- **Task description**: Nothing but the lines from the one with "I need the junctions" through the final line of the entries below should be written out, each exactly as given.

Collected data
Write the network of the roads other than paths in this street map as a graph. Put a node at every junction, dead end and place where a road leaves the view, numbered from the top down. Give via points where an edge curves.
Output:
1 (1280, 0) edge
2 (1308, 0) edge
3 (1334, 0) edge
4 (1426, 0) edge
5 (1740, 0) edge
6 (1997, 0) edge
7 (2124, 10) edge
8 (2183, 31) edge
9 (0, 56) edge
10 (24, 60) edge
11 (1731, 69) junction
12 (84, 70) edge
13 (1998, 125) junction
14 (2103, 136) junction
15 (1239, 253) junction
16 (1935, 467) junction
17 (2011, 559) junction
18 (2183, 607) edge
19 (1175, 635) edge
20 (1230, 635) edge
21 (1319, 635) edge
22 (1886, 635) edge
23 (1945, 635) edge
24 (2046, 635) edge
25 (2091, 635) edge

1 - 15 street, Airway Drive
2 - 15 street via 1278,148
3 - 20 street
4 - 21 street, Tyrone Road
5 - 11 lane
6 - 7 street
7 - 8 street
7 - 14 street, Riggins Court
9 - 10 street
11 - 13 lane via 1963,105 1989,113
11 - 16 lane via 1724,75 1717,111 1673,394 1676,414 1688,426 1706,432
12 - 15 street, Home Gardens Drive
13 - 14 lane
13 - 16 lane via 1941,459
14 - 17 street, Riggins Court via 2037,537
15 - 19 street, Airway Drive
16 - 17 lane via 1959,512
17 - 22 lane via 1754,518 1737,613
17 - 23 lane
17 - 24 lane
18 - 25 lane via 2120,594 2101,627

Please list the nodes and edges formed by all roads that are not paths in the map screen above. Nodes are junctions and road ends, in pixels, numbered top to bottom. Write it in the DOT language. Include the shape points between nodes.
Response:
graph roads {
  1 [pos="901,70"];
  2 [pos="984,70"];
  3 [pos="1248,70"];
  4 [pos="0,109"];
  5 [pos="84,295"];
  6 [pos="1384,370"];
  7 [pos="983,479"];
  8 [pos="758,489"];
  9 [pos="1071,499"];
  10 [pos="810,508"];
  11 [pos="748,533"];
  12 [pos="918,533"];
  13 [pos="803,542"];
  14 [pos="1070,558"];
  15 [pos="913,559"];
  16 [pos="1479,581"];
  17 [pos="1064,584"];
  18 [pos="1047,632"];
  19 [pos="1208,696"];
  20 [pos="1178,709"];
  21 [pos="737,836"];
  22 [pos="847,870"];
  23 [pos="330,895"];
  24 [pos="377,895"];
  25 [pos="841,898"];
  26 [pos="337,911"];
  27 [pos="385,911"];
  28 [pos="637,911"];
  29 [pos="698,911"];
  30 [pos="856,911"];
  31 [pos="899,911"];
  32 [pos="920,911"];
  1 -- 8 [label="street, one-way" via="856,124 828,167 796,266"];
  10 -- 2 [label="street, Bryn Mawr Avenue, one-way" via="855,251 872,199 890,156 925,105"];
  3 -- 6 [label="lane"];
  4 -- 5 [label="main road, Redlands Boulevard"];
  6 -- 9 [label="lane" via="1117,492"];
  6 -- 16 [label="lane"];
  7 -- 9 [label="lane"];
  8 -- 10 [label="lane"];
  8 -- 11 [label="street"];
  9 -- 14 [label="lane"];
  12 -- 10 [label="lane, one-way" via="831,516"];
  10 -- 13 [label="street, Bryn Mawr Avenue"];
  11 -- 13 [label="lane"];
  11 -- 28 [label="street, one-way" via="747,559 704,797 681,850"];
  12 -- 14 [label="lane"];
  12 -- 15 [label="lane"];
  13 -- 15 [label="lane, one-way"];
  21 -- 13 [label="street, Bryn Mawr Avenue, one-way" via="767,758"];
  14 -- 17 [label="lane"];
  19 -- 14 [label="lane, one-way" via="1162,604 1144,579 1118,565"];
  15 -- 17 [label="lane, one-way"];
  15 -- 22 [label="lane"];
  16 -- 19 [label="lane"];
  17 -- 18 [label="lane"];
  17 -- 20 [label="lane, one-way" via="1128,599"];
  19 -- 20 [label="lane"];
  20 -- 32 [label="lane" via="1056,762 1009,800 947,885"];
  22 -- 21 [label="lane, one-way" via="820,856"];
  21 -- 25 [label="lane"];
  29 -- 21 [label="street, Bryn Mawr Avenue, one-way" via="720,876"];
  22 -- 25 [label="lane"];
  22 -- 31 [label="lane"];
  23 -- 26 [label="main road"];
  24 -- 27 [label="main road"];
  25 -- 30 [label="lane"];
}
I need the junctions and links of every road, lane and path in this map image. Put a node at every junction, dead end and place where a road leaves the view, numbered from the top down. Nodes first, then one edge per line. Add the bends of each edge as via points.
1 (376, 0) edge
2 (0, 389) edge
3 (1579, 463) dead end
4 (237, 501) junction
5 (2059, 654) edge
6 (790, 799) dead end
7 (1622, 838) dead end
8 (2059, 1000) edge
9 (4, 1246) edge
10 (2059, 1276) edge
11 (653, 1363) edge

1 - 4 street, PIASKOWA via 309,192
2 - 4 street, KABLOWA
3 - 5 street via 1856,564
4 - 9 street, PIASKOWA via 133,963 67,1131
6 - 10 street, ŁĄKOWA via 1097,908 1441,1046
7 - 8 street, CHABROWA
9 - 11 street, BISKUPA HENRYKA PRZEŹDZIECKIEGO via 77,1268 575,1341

- **Your solution**:
I need the junctions and links of every road, lane and path in this map image. Put a node at every junction, dead end and place where a road leaves the view, numbered from the top down. Nodes first, then one edge per line. Add the bends of each edge as via points.
1 (376, 0) edge
2 (0, 389) edge
3 (1579, 463) dead end
4 (237, 501) junction
5 (2059, 654) edge
6 (790, 799) dead end
7 (1622, 838) dead end
8 (2059, 1000) edge
9 (4, 1246) edge
10 (2059, 1276) edge
11 (653, 1363) edge

1 - 4 street, PIASKOWA via 309,192
2 - 4 street, KABLOWA
3 - 5 street via 1856,564
4 - 9 street, PIASKOWA via 133,963 67,1131
6 - 10 street, ŁĄKOWA via 1097,908 1441,1046
7 - 8 street, CHABROWA
9 - 11 street, BISKUPA HENRYKA PRZEŹDZIECKIEGO via 77,1268 575,1341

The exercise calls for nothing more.